Ye will soon get a chance to try his hand at building a quantum simulator, thanks to Fellow Ana Maria Rey and her theorist colleagues from the University of Colorado, Harvard, the Joint Quantum Institute, the Harvard-Smithsonian Center for Astrophysics, and the University of Innsbruck.

Rey and her colleagues have come up with a “perfect simulator of condensed matter systems” made from ultracold alkaline earth atoms. One such atom, strontium (87Sr), is already famous for its roles in the Ye group’s creation of a high-accuracy optical atomic clock. Alkaline earth atoms may also one day play a role in quantum information processing (See JILA Light & Matter, Spring 2009).

When alkaline earth atoms are loaded in optical lattices (egg carton-shaped energy wells formed by interacting laser beams), they can be used as quantum simulators of many-body phenomena, according to Rey and her colleagues. They have shown that one of the features of alkaline earth atoms is particularly important for creating quantum simulators: the nuclear spins of alkaline earth atoms are almost completely decoupled from the two valence electrons under carefully selected conditions. This decoupling means that the atoms can be used to create relatively large systems with an unprecedented degree of symmetry. This symmetry prevents spin-changing collisions between the atoms, something that is very attractive for a laboratory quantum simulator.
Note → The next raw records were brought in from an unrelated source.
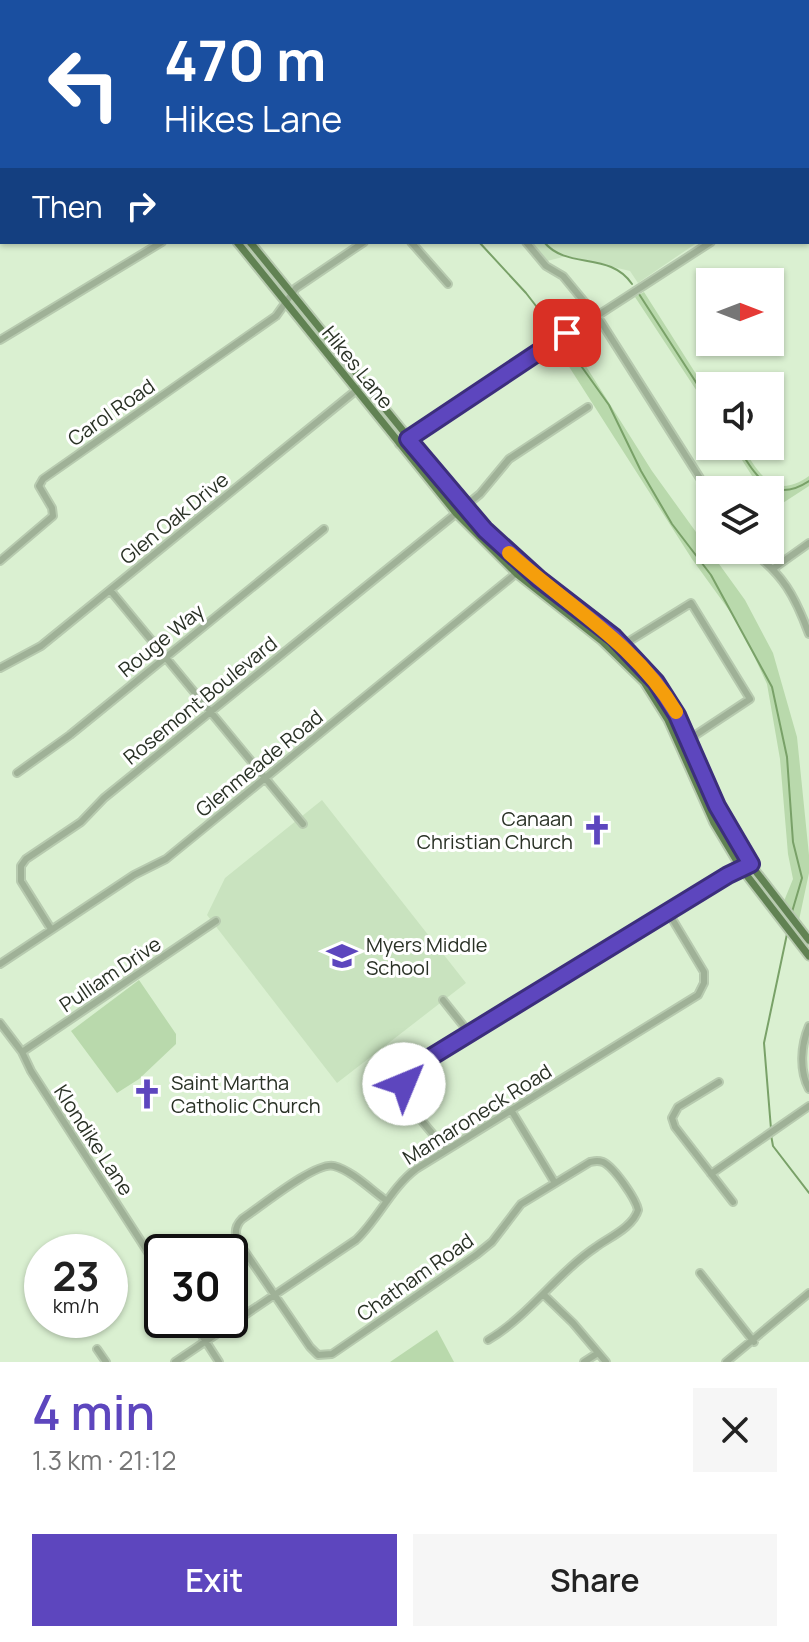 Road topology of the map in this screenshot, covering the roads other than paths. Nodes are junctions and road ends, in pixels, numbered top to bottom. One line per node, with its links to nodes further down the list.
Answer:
1 (159, 244): 12 (street)
2 (239, 244): 10 (main road, Hikes Lane)
3 (252, 244): 9 (main road, Hikes Lane)
4 (361, 244): 9 (street)
5 (413, 244): 8 (street)
6 (528, 244): 11 (street)
7 (708, 244): 11 (street)
8 (448, 284)
9 (292, 294): 10 (street); 13 (main road, Hikes Lane)
10 (286, 303): 14 (main road, Hikes Lane); 23 (street, Carol Road)
11 (596, 316): 16 (street); 18 (street)
12 (0, 340)
13 (364, 384): 14 (street, Glen Oak Drive); 16 (main road, Hikes Lane)
14 (355, 392): 17 (main road, Hikes Lane); 28 (street, Glen Oak Drive)
15 (588, 407): 19 (street, Rosemont Boulevard)
16 (408, 439): 17 (street); 19 (main road, Hikes Lane)
17 (399, 444): 20 (main road, Hikes Lane)
18 (698, 476)
19 (464, 507): 20 (street, Rosemont Boulevard); 25 (main road, Hikes Lane)
20 (456, 513): 27 (main road, Hikes Lane); 33 (street, Rosemont Boulevard)
21 (324, 529): 31 (street, Rouge Way)
22 (809, 543): 26 (street)
23 (0, 561)
24 (769, 564): 26 (street)
25 (524, 567): 27 (street, Glenmeade Road); 30 (main road, Hikes Lane)
26 (774, 568): 29 (street)
27 (517, 574): 36 (street, Glenmeade Road); 39 (main road, Hikes Lane)
28 (110, 590): 31 (street); 32 (street, Glen Oak Drive)
29 (809, 634)
30 (623, 645): 34 (main road, Hikes Lane); 34 (street)
31 (165, 657): 33 (street); 35 (street, Rouge Way)
32 (1, 666)
33 (210, 712): 36 (street); 42 (street, Rosemont Boulevard)
34 (688, 740): 38 (main road, Hikes Lane)
35 (17, 773)
36 (264, 779): 37 (street); 42 (street, Glenmeade Road)
37 (303, 824)
38 (751, 864): 39 (street); 43 (main road, Hikes Lane)
39 (741, 868): 40 (street); 44 (main road, Hikes Lane)
40 (668, 912): 49 (street); 54 (street, Mamaroneck Road)
41 (216, 921): 50 (street, Pulliam Drive)
42 (51, 929): 45 (street, Glenmeade Road)
43 (809, 940)
44 (809, 956)
45 (0, 964)
46 (443, 1000): 49 (street)
47 (0, 1023): 50 (street, Klondike Lane)
48 (809, 1026): 52 (street)
49 (470, 1034): 55 (street)
50 (22, 1052): 60 (street, Klondike Lane)
51 (719, 1082): 56 (street)
52 (809, 1089)
53 (809, 1106): 56 (street)
54 (511, 1110): 55 (street, Mamaroneck Road); 57 (street)
55 (446, 1149): 58 (street, Mamaroneck Road)
56 (711, 1174): 59 (street)
57 (555, 1183): 62 (street, Chatham Road); 63 (street, Chatham Road)
58 (387, 1201): 63 (street, Mamaroneck Road); 63 (street, Chatham Road)
59 (733, 1202)
60 (144, 1246)
61 (700, 1273): 68 (street)
62 (543, 1294): 66 (street, Chatham Road); 70 (street)
63 (275, 1295): 67 (street, Mamaroneck Road)
64 (809, 1295): 68 (street)
65 (203, 1338): 67 (street)
66 (488, 1340)
67 (206, 1342): 72 (street, Mamaroneck Road); 73 (street)
68 (754, 1342): 76 (street)
69 (97, 1349): 71 (street)
70 (598, 1353): 74 (street); 75 (street)
71 (106, 1362)
72 (175, 1362)
73 (219, 1362)
74 (584, 1362)
75 (606, 1362)
76 (726, 1362)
The proposed quantum simulator would allow researchers to study 87Sr atoms simultaneously in the ground state and in a stable optically excited state. The atoms would be placed in different optical lattices according to their electronic states; the lattice filled with ground-state atoms could be moved relative to the stationary lattice containing the optically excited atoms. Each lattice could have atoms with different nuclear spins, however. The nuclear spins would control how the atoms interact with each other.

The two optical lattices could be prepared either deeper or shallower as compared to one another. This controllability would make it possible to create atomic analogs of condensed matter systems exhibiting nontrivial interplay between spin, electronic orbitals, and charge. The ground and excited states in the atomic system will play the role of the electronic orbitals, and the nuclear spin will play the role of the electronic spin. The mass of the atoms will be the analog of the electron charge because when atoms move, they create a “mass current.” Like electrical current, mass transport can be measured.

The new quantum simulator promises to open the door to understanding the physics of some very exotic materials, including (1) heavy fermion materials, in which spin interactions between a cloud of conduction electrons and a band of localized spins causes the conduction electrons to behave as if they had masses nearly three orders of magnitude larger than those of bare electrons, (2) exotic superfluids that arise because of pairing between more than two atoms, (3) chiral spin liquids that remain magnetically disordered even at zero temperature. These liquids have excitations like those of anyons.  Anyons are weird particles with fractional charges that seem to be something in-between a boson and a fermion. Chiral spin liquids have long been sought in condensed-matter systems, but never found. However, they are predicted to be one of the possible ground states of 87Sr in a deep lattice (with one atom per site) if the atoms can be cooled to very low temperatures of about 100 pK .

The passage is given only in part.